**Stored items:**
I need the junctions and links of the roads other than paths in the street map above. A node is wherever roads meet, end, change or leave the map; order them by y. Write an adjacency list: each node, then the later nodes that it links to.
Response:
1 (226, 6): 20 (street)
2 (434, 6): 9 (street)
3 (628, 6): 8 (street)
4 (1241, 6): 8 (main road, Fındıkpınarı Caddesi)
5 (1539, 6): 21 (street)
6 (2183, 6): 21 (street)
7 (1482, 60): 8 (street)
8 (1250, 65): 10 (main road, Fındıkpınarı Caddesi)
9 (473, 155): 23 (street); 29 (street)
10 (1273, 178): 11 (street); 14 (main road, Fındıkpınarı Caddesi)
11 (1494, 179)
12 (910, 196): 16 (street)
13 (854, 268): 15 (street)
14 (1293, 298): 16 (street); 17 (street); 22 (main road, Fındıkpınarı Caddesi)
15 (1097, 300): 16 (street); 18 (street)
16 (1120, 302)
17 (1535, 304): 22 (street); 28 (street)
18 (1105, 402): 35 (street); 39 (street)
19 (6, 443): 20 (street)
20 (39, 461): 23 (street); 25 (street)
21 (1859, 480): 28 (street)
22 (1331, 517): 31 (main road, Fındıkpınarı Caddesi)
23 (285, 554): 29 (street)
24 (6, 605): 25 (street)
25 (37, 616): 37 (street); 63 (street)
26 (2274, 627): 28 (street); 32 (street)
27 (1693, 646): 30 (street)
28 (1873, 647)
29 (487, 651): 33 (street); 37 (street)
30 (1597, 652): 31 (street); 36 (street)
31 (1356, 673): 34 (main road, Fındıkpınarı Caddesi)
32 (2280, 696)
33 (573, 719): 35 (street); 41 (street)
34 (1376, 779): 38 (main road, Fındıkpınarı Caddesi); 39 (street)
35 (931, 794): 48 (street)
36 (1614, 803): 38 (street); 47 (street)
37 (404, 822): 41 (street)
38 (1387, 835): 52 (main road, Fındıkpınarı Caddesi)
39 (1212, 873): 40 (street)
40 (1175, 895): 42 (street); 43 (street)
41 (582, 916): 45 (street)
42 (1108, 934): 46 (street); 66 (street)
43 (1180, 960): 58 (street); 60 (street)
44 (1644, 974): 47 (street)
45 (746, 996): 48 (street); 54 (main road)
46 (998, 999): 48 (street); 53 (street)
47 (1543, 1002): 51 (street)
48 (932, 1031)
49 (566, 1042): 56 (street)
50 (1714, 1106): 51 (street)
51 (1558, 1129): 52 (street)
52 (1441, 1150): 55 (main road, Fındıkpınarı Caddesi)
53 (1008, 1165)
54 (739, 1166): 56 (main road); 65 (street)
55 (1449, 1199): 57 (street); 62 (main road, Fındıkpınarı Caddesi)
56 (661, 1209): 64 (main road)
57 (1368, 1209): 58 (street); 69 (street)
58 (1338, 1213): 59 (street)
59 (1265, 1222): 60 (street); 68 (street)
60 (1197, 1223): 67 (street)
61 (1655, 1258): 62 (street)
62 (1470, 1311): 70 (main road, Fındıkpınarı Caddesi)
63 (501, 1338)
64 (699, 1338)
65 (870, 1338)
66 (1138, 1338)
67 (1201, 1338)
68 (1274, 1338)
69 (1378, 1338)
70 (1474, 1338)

**EXERCISE OBJECTIVE:** Nothing in the data may differ; print all of it exactly as written.

**ANSWER BOX:**
I need the junctions and links of the roads other than paths in the street map above. A node is wherever roads meet, end, change or leave the map; order them by y. Write an adjacency list: each node, then the later nodes that it links to.
Response:
1 (226, 6): 20 (street)
2 (434, 6): 9 (street)
3 (628, 6): 8 (street)
4 (1241, 6): 8 (main road, Fındıkpınarı Caddesi)
5 (1539, 6): 21 (street)
6 (2183, 6): 21 (street)
7 (1482, 60): 8 (street)
8 (1250, 65): 10 (main road, Fındıkpınarı Caddesi)
9 (473, 155): 23 (street); 29 (street)
10 (1273, 178): 11 (street); 14 (main road, Fındıkpınarı Caddesi)
11 (1494, 179)
12 (910, 196): 16 (street)
13 (854, 268): 15 (street)
14 (1293, 298): 16 (street); 17 (street); 22 (main road, Fındıkpınarı Caddesi)
15 (1097, 300): 16 (street); 18 (street)
16 (1120, 302)
17 (1535, 304): 22 (street); 28 (street)
18 (1105, 402): 35 (street); 39 (street)
19 (6, 443): 20 (street)
20 (39, 461): 23 (street); 25 (street)
21 (1859, 480): 28 (street)
22 (1331, 517): 31 (main road, Fındıkpınarı Caddesi)
23 (285, 554): 29 (street)
24 (6, 605): 25 (street)
25 (37, 616): 37 (street); 63 (street)
26 (2274, 627): 28 (street); 32 (street)
27 (1693, 646): 30 (street)
28 (1873, 647)
29 (487, 651): 33 (street); 37 (street)
30 (1597, 652): 31 (street); 36 (street)
31 (1356, 673): 34 (main road, Fındıkpınarı Caddesi)
32 (2280, 696)
33 (573, 719): 35 (street); 41 (street)
34 (1376, 779): 38 (main road, Fındıkpınarı Caddesi); 39 (street)
35 (931, 794): 48 (street)
36 (1614, 803): 38 (street); 47 (street)
37 (404, 822): 41 (street)
38 (1387, 835): 52 (main road, Fındıkpınarı Caddesi)
39 (1212, 873): 40 (street)
40 (1175, 895): 42 (street); 43 (street)
41 (582, 916): 45 (street)
42 (1108, 934): 46 (street); 66 (street)
43 (1180, 960): 58 (street); 60 (street)
44 (1644, 974): 47 (street)
45 (746, 996): 48 (street); 54 (main road)
46 (998, 999): 48 (street); 53 (street)
47 (1543, 1002): 51 (street)
48 (932, 1031)
49 (566, 1042): 56 (street)
50 (1714, 1106): 51 (street)
51 (1558, 1129): 52 (street)
52 (1441, 1150): 55 (main road, Fındıkpınarı Caddesi)
53 (1008, 1165)
54 (739, 1166): 56 (main road); 65 (street)
55 (1449, 1199): 57 (street); 62 (main road, Fındıkpınarı Caddesi)
56 (661, 1209): 64 (main road)
57 (1368, 1209): 58 (street); 69 (street)
58 (1338, 1213): 59 (street)
59 (1265, 1222): 60 (street); 68 (street)
60 (1197, 1223): 67 (street)
61 (1655, 1258): 62 (street)
62 (1470, 1311): 70 (main road, Fındıkpınarı Caddesi)
63 (501, 1338)
64 (699, 1338)
65 (870, 1338)
66 (1138, 1338)
67 (1201, 1338)
68 (1274, 1338)
69 (1378, 1338)
70 (1474, 1338)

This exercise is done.